* **WORK REQUEST**:
"Creek" is the word to look for; copy each line of the listing where it occurs.

* **PROVIDED DATA**:
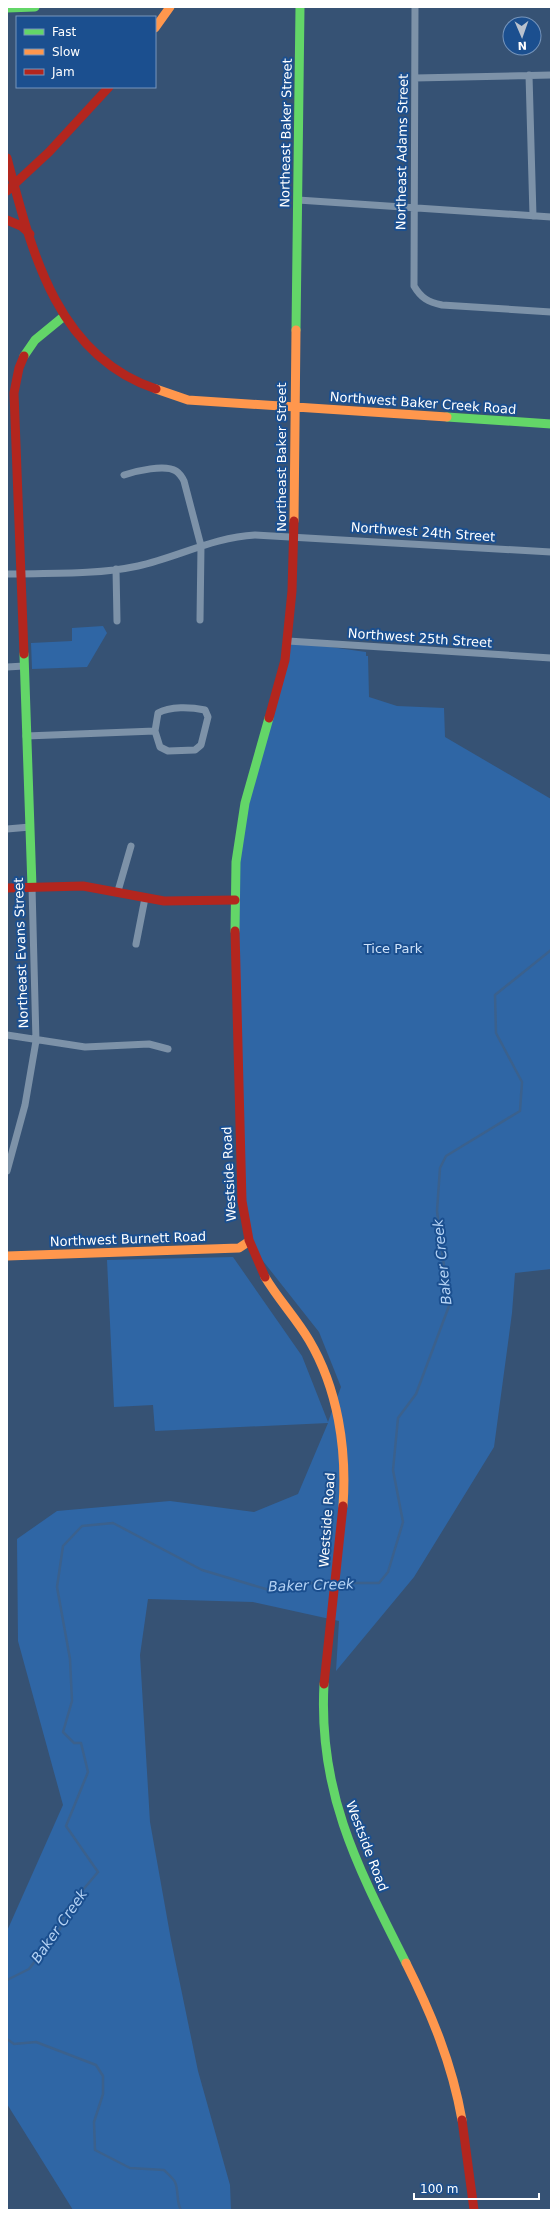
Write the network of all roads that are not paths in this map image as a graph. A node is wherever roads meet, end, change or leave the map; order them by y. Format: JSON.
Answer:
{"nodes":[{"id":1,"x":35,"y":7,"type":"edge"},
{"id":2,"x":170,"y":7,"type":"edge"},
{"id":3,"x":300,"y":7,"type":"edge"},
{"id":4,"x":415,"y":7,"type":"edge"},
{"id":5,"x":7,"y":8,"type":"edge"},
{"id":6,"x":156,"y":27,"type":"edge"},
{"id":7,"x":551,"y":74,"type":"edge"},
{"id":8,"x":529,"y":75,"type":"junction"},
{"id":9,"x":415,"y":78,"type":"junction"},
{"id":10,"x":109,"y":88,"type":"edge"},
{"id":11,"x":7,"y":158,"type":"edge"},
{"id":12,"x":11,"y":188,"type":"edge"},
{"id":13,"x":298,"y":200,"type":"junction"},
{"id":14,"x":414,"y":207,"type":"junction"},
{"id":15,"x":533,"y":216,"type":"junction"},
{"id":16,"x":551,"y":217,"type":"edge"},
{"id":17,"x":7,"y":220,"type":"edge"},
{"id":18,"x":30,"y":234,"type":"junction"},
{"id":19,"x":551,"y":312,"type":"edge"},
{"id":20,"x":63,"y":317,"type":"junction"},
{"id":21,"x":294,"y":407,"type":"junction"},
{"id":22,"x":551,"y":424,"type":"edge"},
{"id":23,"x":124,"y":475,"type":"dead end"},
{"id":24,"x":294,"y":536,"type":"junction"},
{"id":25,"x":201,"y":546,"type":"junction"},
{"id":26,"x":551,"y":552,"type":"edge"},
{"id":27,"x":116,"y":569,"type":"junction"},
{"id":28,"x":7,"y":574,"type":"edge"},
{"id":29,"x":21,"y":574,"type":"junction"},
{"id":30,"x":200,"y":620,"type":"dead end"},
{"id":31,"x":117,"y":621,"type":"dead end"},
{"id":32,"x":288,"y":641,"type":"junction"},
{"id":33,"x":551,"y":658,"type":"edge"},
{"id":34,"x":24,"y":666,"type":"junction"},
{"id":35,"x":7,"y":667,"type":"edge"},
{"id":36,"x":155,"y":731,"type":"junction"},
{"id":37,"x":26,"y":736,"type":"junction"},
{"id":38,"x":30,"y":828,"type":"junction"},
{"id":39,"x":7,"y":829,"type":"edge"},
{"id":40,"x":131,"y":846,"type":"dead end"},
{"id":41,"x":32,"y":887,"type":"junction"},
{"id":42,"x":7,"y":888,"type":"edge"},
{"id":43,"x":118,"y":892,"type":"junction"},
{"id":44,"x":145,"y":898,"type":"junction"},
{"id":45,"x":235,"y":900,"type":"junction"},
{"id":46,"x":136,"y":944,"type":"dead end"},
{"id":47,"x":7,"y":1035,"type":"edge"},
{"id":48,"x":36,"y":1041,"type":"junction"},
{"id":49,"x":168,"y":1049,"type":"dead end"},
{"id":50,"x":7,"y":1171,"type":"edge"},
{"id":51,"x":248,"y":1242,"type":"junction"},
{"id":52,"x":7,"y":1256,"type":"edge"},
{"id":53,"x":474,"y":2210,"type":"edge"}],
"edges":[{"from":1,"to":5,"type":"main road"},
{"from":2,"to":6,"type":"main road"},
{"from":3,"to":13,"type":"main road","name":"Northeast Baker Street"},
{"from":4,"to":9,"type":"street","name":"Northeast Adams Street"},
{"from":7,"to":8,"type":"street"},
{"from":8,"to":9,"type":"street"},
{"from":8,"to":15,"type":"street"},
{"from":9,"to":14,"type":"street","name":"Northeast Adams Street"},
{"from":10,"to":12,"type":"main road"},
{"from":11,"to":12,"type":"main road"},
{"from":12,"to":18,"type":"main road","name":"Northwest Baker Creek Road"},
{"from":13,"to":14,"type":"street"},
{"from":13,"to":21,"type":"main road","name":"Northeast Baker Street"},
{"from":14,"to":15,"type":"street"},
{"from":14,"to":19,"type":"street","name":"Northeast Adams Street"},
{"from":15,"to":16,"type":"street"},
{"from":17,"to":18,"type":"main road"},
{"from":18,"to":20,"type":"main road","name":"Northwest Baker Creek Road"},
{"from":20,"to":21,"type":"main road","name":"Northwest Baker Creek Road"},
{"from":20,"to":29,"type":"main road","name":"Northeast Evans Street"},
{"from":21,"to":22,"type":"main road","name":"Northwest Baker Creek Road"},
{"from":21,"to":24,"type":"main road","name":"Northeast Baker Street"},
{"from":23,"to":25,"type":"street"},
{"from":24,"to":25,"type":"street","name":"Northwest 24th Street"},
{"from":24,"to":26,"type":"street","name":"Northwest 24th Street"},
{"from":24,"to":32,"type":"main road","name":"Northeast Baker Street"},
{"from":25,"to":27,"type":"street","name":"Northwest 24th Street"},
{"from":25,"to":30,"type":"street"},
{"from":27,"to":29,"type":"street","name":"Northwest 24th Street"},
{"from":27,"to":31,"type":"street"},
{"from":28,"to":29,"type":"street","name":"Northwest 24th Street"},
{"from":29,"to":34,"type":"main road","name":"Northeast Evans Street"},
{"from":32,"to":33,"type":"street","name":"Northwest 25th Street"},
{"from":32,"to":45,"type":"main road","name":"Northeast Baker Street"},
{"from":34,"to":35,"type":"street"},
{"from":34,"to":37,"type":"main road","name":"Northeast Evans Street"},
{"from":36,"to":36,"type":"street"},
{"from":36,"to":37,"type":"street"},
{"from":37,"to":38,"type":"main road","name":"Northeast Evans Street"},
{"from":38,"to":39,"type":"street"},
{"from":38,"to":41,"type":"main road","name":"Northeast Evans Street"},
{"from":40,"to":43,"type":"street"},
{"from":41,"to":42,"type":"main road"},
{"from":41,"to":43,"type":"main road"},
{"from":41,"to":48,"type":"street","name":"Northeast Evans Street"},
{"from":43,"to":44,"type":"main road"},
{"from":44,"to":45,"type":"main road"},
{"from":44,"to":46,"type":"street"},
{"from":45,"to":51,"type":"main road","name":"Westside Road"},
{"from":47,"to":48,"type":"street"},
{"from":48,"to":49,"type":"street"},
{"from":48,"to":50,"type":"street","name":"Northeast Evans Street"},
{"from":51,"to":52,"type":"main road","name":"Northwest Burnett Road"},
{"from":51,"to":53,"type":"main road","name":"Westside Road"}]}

* **RESULT**:
{"from":12,"to":18,"type":"main road","name":"Northwest Baker Creek Road"},
{"from":18,"to":20,"type":"main road","name":"Northwest Baker Creek Road"},
{"from":20,"to":21,"type":"main road","name":"Northwest Baker Creek Road"},
{"from":21,"to":22,"type":"main road","name":"Northwest Baker Creek Road"},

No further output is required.